筆者が上海に移住した2008年には香港や中国大陸で圧倒的な存在感を見せていたI.Tグループ。その頃から、街を歩けばいたるところで彼らの店舗を見かけることができた。
今でも規模としては軽視できない存在ではあるし、事業の多角化も進んではいるが、そのころの圧倒的な存在感は今や見る影もない。

競合の少なかったマーケットに今やレベルの高い競合セレクトショップが大幅に増え、利益の確保源だったオリジナルブランドに対しても中国国内の競合ブランドがタケノコのように増えてきたことが大きな要因と言える。
それに加えて、実店舗の運営ノウハウを中華圏でいち早く積み重ねてきたことが大きな強みだったI.Tグループは、他社と比べオンラインやデジタルの開発に遅れをとったことも要因の一つと言える。ある種のイノベーションのジレンマだ。

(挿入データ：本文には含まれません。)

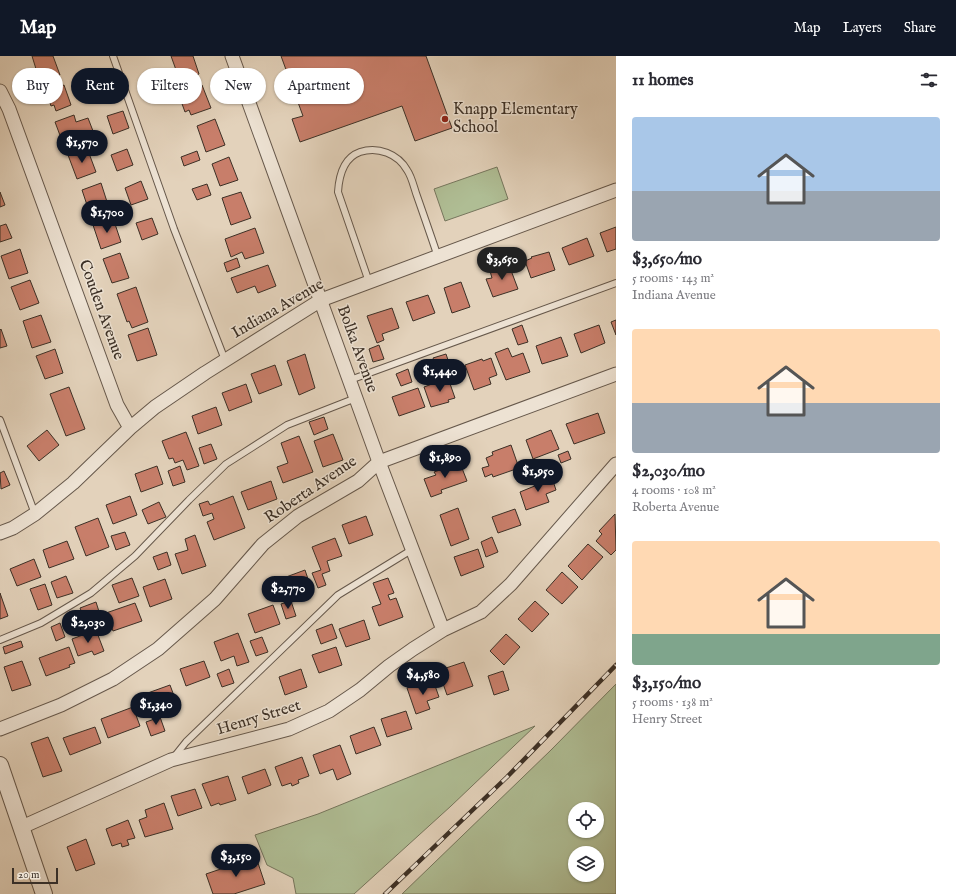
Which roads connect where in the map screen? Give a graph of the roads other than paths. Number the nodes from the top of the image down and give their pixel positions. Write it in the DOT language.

2020年上半期の財務報告書によると、I.Tグループの総売上高は前期比32%ダウンの約27.4億香港ドル、粗利も40%ダウンの約14.9億香港ドルとなり、純損失は約3.4億香港ドルだった。その業績に呼応するように2020年12月に上場廃止となっている。

既存の事業路線ではジリ貧のI.Tグループだが、事業戦略を変更し、大きな方向転換を図っている。
それは、「EC市場のテコ入れ」だ。

元々アリババグループのECモールTmallの中に出店はしていたI.Tグループだが、近年独自ドメインのサイトを開発し、さらに、チャットコミュニケーションアプリWeChatのミニプログラム内にも独自ショップを開発し運営している。2021年の売上高は前年と比べ2倍以上に成長した。プロモーションイベントによっては訪問ユニークユーザー数が200万規模になることもあり、集客・売上ともに着実に成長を見せている。


※WeChatミニプログラム

このいい流れを継続し、I.Tグループは業績低迷から脱却できるのだろうか。

3つの強みとそのジレンマからの低迷

I.Tグループの名称は、いわゆる「情報技術(Information Technology)」の略と勘違いされることが多い。だが実際はそうではなく、「Income Team」の略であり、「稼ぐチーム」を意味している。

1988年から現在まで、I.Tグループは3つの大きな強みで事業を推進してきた。

一つ目の強みである潮牌ブランドの提案力

潮牌とは中国において、トレンド感のあるデザイナーズブランドやストリートブランドを指す。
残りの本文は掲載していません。